[THE DATA]:
==============================
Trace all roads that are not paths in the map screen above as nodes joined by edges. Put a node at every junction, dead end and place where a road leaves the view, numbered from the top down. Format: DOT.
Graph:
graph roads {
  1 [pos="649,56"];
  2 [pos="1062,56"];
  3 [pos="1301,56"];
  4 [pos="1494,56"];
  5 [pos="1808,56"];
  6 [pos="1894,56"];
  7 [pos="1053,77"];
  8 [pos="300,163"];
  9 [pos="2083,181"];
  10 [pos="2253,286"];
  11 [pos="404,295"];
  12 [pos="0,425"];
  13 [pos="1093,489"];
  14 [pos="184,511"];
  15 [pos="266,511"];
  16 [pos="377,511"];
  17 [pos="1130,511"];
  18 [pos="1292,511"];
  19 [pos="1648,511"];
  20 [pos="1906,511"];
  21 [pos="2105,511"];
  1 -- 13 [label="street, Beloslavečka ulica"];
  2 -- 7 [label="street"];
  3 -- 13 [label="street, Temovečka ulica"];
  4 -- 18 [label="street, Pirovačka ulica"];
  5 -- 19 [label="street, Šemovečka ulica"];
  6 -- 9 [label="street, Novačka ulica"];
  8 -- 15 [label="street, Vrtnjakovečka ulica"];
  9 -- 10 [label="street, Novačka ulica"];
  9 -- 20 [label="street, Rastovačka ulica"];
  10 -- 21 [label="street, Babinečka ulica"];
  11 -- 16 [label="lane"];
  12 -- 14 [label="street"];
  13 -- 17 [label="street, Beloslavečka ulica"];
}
==============================
[THE TASK]:
Every entry in the data should be returned exactly.

[RESULT OF THIS EXERCISE]:
Trace all roads that are not paths in the map screen above as nodes joined by edges. Put a node at every junction, dead end and place where a road leaves the view, numbered from the top down. Format: DOT.
Graph:
graph roads {
  1 [pos="649,56"];
  2 [pos="1062,56"];
  3 [pos="1301,56"];
  4 [pos="1494,56"];
  5 [pos="1808,56"];
  6 [pos="1894,56"];
  7 [pos="1053,77"];
  8 [pos="300,163"];
  9 [pos="2083,181"];
  10 [pos="2253,286"];
  11 [pos="404,295"];
  12 [pos="0,425"];
  13 [pos="1093,489"];
  14 [pos="184,511"];
  15 [pos="266,511"];
  16 [pos="377,511"];
  17 [pos="1130,511"];
  18 [pos="1292,511"];
  19 [pos="1648,511"];
  20 [pos="1906,511"];
  21 [pos="2105,511"];
  1 -- 13 [label="street, Beloslavečka ulica"];
  2 -- 7 [label="street"];
  3 -- 13 [label="street, Temovečka ulica"];
  4 -- 18 [label="street, Pirovačka ulica"];
  5 -- 19 [label="street, Šemovečka ulica"];
  6 -- 9 [label="street, Novačka ulica"];
  8 -- 15 [label="street, Vrtnjakovečka ulica"];
  9 -- 10 [label="street, Novačka ulica"];
  9 -- 20 [label="street, Rastovačka ulica"];
  10 -- 21 [label="street, Babinečka ulica"];
  11 -- 16 [label="lane"];
  12 -- 14 [label="street"];
  13 -- 17 [label="street, Beloslavečka ulica"];
}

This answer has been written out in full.